В условиях ислама, как показал опыт Ибн-Рушда, возможность пропагандировать концепцию единой истины и одновременно бороться против теологии была чисто теоретической. В условиях же христианства такая возможность исключалась как практически, так и теоретически. Ввиду этого «легальная» борьба против обскурантизма теологов у латинских аверроистов велась на основе концепции «двойственной истины», которая давала известный простор свободомыслию, но в то же время создавала возможность для появления в ее рамках учений с разной степенью лояльности религиозной догматике, что, в частности, определило характер эволюции итальянского аверроизма.
Начало распространению идей Ибн-Рушда в Италии положила деятельность аверроистов Бодонского университета, крупнейшими из которых были Таддео из Пармы, преподававший на факультете искусств в 1318–1321 гг., и Анджело д’Ареццо, преподававший там же в середине 20-х годов XIV в. Однако вскоре центр аверроизма перемещается в Падуанский университет, являвшийся в ту пору средоточием интеллектуальной жизни всей северо-восточной Италии. Распространение и расцвет аверроизма в Падуе были подготовлены существовавшими здесь традициями свободомыслия, носителями которого выступали местные врачи. Врачом был и Петр Албанский, основоположник падуанского аверроизма, умерший во время следствия по обвинению в ереси. Крупнейшими представителями падуанского аверроизма были Павел Венецианский (ок. 1368–1428), Гаэтано Тиенский (1387–1465), Александр Ахиллини (ум. ок. 1520), Марк-Антонио Зимара(1460–1523), Цезарь Кремонини (1550–1631).
Последний итальянский аверроист, как мы видим, дожил до XVII в. Такая долговечность аверроизма в значительной степени объясняется тем, что начиная с XV в. он не представлял особой угрозы властям, ввиду того что позднейшие аверроисты были более лояльны по отношению к вере в рамках учения о «двойственной истине», чем их предшественники — аверроисты XIV в. Не удивительно поэтому, что некоторые итальянские аверроисты позднего поколения вставали на путь отступничества. Так, например, Николетти Верниас, преподававший в Падуанском университете в 1471–1499 гг., вначале решительно отстаивал концепцию единого для всех людей разума, но под конец отрекся от нее и написал специальный трактат в защиту учения о бессмертии и численном множестве человеческих душ. Аналогичная метаморфоза произошла с учеником Верниаса Августином Нифусом, который столь же решительно выступал за единство общечеловеческого интеллекта, с пренебрежением отвергал доводы Альберта Великого и Фомы Аквинского против Аверроэса, а затем переметнулся на сторону католической ортодоксии и защищал отвергавшуюся им до этого психологическую теорию Аквината. Кроме того, острота концепции единства разума, служившей одной из центральных тем в выступлениях итальянских аверроистов, была сглажена тем, что в XVI в. они стали толковать ее в духе учения Симпликия о распадении единого активного интеллекта на множество бессмертных индивидуальных душ.

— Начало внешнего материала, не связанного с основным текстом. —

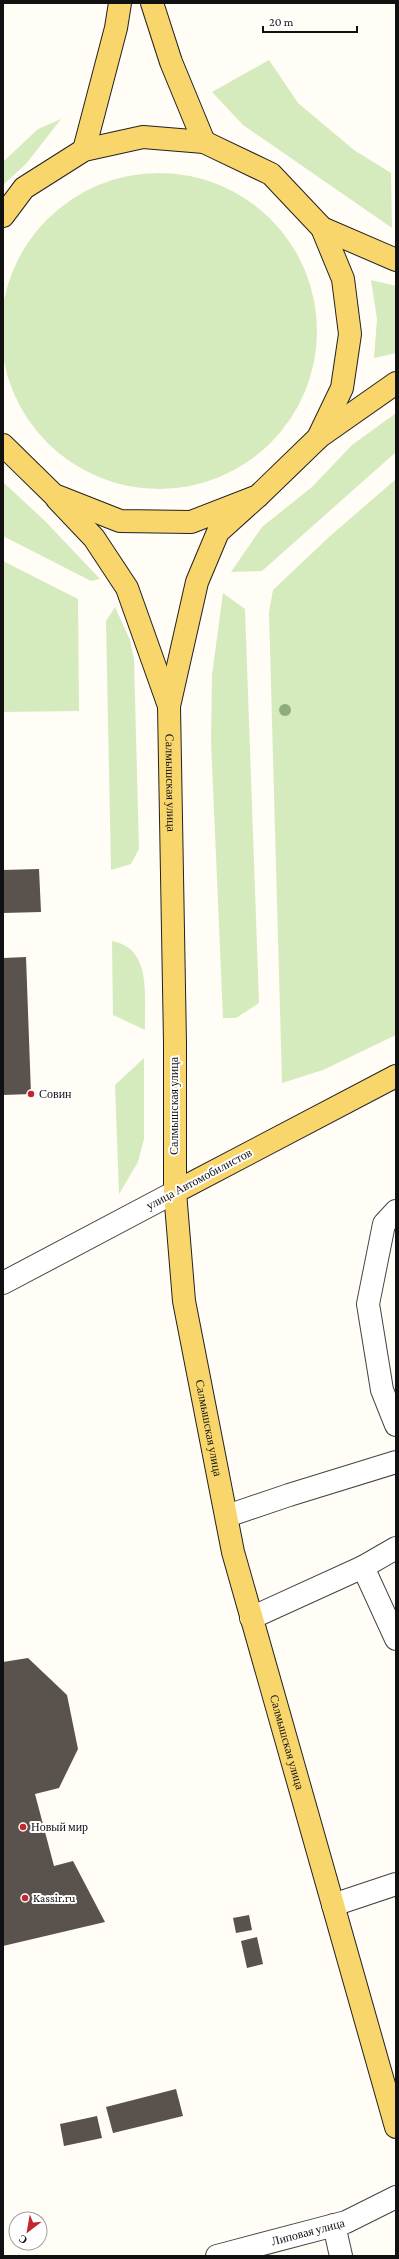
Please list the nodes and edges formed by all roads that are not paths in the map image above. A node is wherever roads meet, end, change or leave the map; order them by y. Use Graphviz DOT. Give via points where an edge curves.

Только в свете этой эволюции итальянского аверроизма можно уяснить сущность диспута, тянувшегося десятилетиями в том же XVI в. между аверроистами и александристами (сторонниками психологического учения Александра Афродизийского). Начало диспуту положил «глава александристов» профессор философии и медицины в университетах Падуи, Феррары и Болоньи Пьетро Помпонацци (1462–1525). В своем трактате «О бессмертии души», вышедшем в Болонье в 1516 г. и позднее включенном в список запрещенных книг, он подвергает критике аверроистское учение об объективном существовании надындивидуального человеческого интеллекта. Помпонацци заявляет, что Аверроэс неверно истолковывает Аристотеля, превращая в самосущую реальность то, что может быть только предметом мысли, — единство человеческого интеллекта. Мышление, заявляет он, так же как и воля, зависит от телесных органов, и, как бы наши понятия ни были далеки по степени своей абстрактности от чувственных восприятий, они нуждаются в них так же, как наша воля в своих актах нуждается в телесном предмете. Вот почему, заключает Помпонацци, человеческая душа, с одной стороны, бессмертна, а с другой — смертна: бессмертна потому, что понятия, которыми оперирует разум, имеют вечную природу, а смертна потому, что разум вынужден постоянно обращаться к чувству.